The Right Way is a 1921 American silent drama film distributed by Producers Security. It was directed by Sidney Olcott and starred Joseph Marquis and Edwards Davis. It was sponsored by Thomas Mott Osborne, former warden in Sing Sing prison and a leading advocate in America for prison reform and defender of the Mutual League.

==Plot==
As described in a film magazine, a rich boy (Marquis) follows the path of gilded vice and on the day of his marriage to his sweetheart (Osborne), he uses his skill as a copyist and forges his father's name to obtain funds to satisfy the demands of a woman of the underworld.
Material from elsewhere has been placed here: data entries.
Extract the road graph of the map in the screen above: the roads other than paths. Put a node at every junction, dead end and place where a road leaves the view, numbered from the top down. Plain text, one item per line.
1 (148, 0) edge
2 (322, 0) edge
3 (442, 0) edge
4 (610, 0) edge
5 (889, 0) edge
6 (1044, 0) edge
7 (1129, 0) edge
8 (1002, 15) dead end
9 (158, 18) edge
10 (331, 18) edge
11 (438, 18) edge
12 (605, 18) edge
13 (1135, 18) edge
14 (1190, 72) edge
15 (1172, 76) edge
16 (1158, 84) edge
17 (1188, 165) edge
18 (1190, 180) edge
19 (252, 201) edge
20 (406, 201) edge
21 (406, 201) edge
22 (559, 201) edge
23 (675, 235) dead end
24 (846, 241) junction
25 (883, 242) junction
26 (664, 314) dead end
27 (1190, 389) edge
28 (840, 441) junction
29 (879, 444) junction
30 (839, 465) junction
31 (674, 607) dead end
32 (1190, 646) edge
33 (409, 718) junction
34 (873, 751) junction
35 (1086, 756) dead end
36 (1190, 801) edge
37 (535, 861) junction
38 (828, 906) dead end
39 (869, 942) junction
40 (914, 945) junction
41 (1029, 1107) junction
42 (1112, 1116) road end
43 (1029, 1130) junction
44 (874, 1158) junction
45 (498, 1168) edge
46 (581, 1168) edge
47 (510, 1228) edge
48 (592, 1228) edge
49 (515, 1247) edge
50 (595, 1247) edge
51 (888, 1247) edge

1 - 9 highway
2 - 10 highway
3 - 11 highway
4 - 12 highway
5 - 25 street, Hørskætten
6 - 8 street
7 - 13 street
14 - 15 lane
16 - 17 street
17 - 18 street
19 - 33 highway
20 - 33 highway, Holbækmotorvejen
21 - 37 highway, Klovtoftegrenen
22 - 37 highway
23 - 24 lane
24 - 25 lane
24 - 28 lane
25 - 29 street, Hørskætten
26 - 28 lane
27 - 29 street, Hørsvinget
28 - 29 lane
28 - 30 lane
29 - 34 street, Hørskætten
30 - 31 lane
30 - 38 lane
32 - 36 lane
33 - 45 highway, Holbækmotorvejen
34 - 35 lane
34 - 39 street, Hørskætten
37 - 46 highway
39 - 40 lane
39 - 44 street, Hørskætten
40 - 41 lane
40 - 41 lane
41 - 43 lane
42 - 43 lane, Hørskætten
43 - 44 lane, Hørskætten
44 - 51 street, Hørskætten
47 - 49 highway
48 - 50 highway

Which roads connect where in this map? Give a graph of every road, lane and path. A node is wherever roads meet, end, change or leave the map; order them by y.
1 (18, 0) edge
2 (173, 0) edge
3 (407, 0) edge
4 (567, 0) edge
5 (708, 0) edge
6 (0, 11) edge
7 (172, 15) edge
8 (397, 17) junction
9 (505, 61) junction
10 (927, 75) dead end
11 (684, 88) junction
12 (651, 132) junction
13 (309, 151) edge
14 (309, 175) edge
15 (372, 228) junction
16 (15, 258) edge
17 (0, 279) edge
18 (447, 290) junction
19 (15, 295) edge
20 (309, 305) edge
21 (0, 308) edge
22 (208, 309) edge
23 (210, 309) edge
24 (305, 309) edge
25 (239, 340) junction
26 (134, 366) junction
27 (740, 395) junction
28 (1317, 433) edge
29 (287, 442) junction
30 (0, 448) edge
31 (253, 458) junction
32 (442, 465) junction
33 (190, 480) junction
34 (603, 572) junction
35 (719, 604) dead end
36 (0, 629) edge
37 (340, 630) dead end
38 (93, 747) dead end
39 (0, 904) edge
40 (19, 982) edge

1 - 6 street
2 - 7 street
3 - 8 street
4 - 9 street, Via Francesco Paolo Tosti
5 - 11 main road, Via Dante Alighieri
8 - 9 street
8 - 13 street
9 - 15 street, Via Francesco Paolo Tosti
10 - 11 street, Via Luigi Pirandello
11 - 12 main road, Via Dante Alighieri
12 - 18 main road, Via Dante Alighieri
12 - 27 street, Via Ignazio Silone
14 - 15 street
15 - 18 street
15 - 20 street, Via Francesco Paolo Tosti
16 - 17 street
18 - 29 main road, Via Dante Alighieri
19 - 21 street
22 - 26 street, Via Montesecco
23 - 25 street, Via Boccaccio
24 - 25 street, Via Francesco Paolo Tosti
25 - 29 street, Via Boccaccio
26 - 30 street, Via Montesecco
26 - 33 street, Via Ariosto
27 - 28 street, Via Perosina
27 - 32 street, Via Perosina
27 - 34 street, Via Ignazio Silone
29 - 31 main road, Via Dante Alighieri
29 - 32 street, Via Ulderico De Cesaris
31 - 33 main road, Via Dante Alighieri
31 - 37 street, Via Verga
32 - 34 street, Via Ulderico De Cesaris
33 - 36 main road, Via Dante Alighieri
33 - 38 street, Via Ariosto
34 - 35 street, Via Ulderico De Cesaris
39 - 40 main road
With its inevitable discovery, his Spartan father (Davis) allows the law to take its course and the rich boy is sent to prison. There he meets the poor boy (D'Albrook) serving time for burglary, and the two spend time under traditional prison system solitary confinement, ball and chain, and lockstep. The poor boy is released when his sentence expires, but is soon returned after a new crime. In the meantime a new warden (Brooks) has introduced reforms promoted by Osborne. With the establishment of an honor system and other changes, the two boys are soon transferred from sullen convicts to workers waiting for the expiration of their sentences. The two boys learn that a man is to be executed for a crime of which he is innocent, so they escape from prison, capture the Chinaman who committed the murder, and bring him to the prison. However, they are too late and the man was executed minutes prior to their arrival. At the end of their sentences, the two boys return to their mothers and sweethearts.

==Cast==
- Joseph Marquis as the rich boy
- Sidney D'Albrook as the poor boy
- Edwards Davis as the rich boy's father
- Helen Lindroth as the rich boy's mother
- Vivienne Osborne as the rich boy's sweetheart
- Anniez Ecleston as the poor boy's mother
- Helen Ferguson as the poor boy's sweetheart
- Elsie MacLeod as the poor boy's sister
- Tammany Young as the smiler
- Thomas Brooks as the new warden

==Production notes==
Working title of the film was The Gray Brother. Sidney Olcott was a member of Mutual league for prisoners.